CRÉDITO SUSTENTABILIDADE -

Com poucos projetos sustentáveis, PR terá dificuldades para conseguir o crédito extra

A constatação é do coordenador de Sustentabilidade do IDR-Paraná, Benno Doetzer. Adoção de sistema de ILPF (integração lavoura pecuária floresta) é exemplo de bons projetos

Vitor Ogawa - Grupo Folha
Vitor Ogawa - Grupo Folha

A adoção do sistema ILPF (integração lavoura pecuária floresta) ainda é pouco usado no Paraná
A adoção do sistema ILPF (integração lavoura pecuária floresta) ainda é pouco usado no Paraná | Saulo Ohara/04/09/2014
 


O coordenador de Sustentabilidade do Instituto de Desenvolvimento Rural do Paraná (IDR-Paraná) e do Estado, Benno Doetzer, ressalta que a possibilidade de aumentar em até 20% nos limites de contratação para operações de crédito rural que reúnam características de sustentabilidade será mais complicada no Paraná. “É difícil de prever, mas acredito que esse percentual atinja em torno de 10 a 12% no Estado, porque nós temos uma dificuldade específica da área de sustentabilidade. O Paraná já expandiu o que podia e não tem pressão da área de produção sobre florestas nativas. Não existem mais fronteiras agrícolas no Estado. Se houver é uma coisa pontual. Mas se tiver linhas acessíveis, viáveis de crédito, para manejo de solo e recuperação de áreas degradadas e outros ativos ambientais é possível que a gente chegue a esse patamar do BC, de 20%”, destacou.

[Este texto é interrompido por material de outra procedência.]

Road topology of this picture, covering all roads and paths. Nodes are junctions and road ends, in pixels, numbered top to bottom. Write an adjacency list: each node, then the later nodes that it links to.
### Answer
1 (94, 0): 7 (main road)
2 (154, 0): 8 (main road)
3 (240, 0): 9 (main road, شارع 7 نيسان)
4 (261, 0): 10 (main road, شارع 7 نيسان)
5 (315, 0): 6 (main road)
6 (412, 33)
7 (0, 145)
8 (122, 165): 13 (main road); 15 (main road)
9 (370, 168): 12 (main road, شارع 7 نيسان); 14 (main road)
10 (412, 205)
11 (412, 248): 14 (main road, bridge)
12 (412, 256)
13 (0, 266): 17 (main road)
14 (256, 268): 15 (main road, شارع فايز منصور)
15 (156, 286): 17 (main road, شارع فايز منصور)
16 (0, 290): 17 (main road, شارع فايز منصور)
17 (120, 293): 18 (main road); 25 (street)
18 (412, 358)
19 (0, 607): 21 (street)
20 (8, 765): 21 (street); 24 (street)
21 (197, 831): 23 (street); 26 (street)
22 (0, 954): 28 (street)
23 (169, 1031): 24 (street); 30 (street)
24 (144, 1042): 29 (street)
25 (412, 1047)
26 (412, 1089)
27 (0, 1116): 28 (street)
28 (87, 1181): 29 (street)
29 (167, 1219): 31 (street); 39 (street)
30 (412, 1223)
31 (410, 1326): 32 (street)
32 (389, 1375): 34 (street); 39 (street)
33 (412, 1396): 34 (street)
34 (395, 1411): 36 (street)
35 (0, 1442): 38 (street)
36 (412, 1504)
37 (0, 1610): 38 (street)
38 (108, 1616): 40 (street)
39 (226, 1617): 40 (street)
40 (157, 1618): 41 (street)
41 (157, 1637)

Segundo ele, a sustentabilidade trabalha conceitualmente com o tripé  econômico, social e ecológico. “Mas para o produtor o equilíbrio desses três é baseado na questão econômica. Ele dificilmente deixa de fazer algo que seja mais barato por ser ambientalmente adequado. A gente precisa prever o ganho econômico e aliar isso com o ambiental. Um exemplo disso é a técnica de plantio direto. “Se você perguntar ao produtor por que ele faz o plantio direto, dificilmente ele dirá que é porque é ambientalmente correto, mas provavelmente dirá que a decisão foi tomada pelo fator econômico”, destacou.




O pesquisador da Embrapa Soja, Henrique DeBiasi, destacou que não tem idéia da proporção de produtores no Paraná que fazem plantio direto corretamente. “Sendo bastante otimista, acredito que esse percentual não atinja 20% dos produtores. Mas isso não significa que os outros 80% são degradadores do ambiente. Quem não adota a técnica na sua plenitude está bem melhor em relação ao que era na década de 1980, quando só havia o plantio convencional. Melhorou muito mas pode melhorar ainda mais”, destacou.


Segundo ele, a evolução do plantio direto é a integração lavoura pecuária. “A ILP abrange sistemas produtivos diversificados de origem vegetal e animal, realizados na mesma área em cultivo consorciado em sucessão rotacionada com o objetivo de otimizar os ciclos biológicos das plantas e animais e insumos e seus respectivos resíduos. Ela tem várias modalidades e nada mais é que numa mesma área produzir grãos, carne, leite, lã, enfim produtos de origem animal e também madeira. Essa combinação depende do sistema.” 


DeBiasi ressaltou que o mais comum no Paraná tem sido a adoção de integração lavoura e pecuária.  “A integração lavoura e pecuária é uma evolução do sistema de plantio direto. Ela é uma tecnologia verde que permite o plantio de grãos em áreas de pastagens e tem impactos positivos em relação à erosão, beneficia a preservação do solo pela manutenção da cobertura vegetal e tem impacto grande na mitigação dos gases causadores do efeito estufa, além de ajudar a reformar os pastos”, destacou.


Segundo ele, quando entra o componente arbóreo, a árvore é um grande reservatório de carbono e dá mais conforto térmico aos animais por causa do sombreamento. “Ela reduz até três graus com a entrada de árvore no sistema. A adoção sistema de ILPF (integração lavoura pecuária floresta) é mais complexa, pois tem que se ter cuidados no planejamento e no momento da implantação, porque senão a competição das árvores com a produção de grãos é grande. Ela ainda é pouca adotada no Paraná. Na Região Sul, são 2,5 milhões de hectares (ha) com áreas nesse tipo de integração, sendo 416 mil ha no Paraná, 678 mil ha em Santa Catarina e 1.457 mil ha no Rio Grande do Sul.




No Brasil, entre os produtores que adotam ILPF, aproximadamente 16% da área total da propriedade é destinado aos sistemas integrados. No Rio Grande do Sul, os produtores destinam, em média, 38% da propriedade para ILPF, principalmente na integração da lavoura com pecuária, já que o componente florestal está presente somente em 17% dos casos.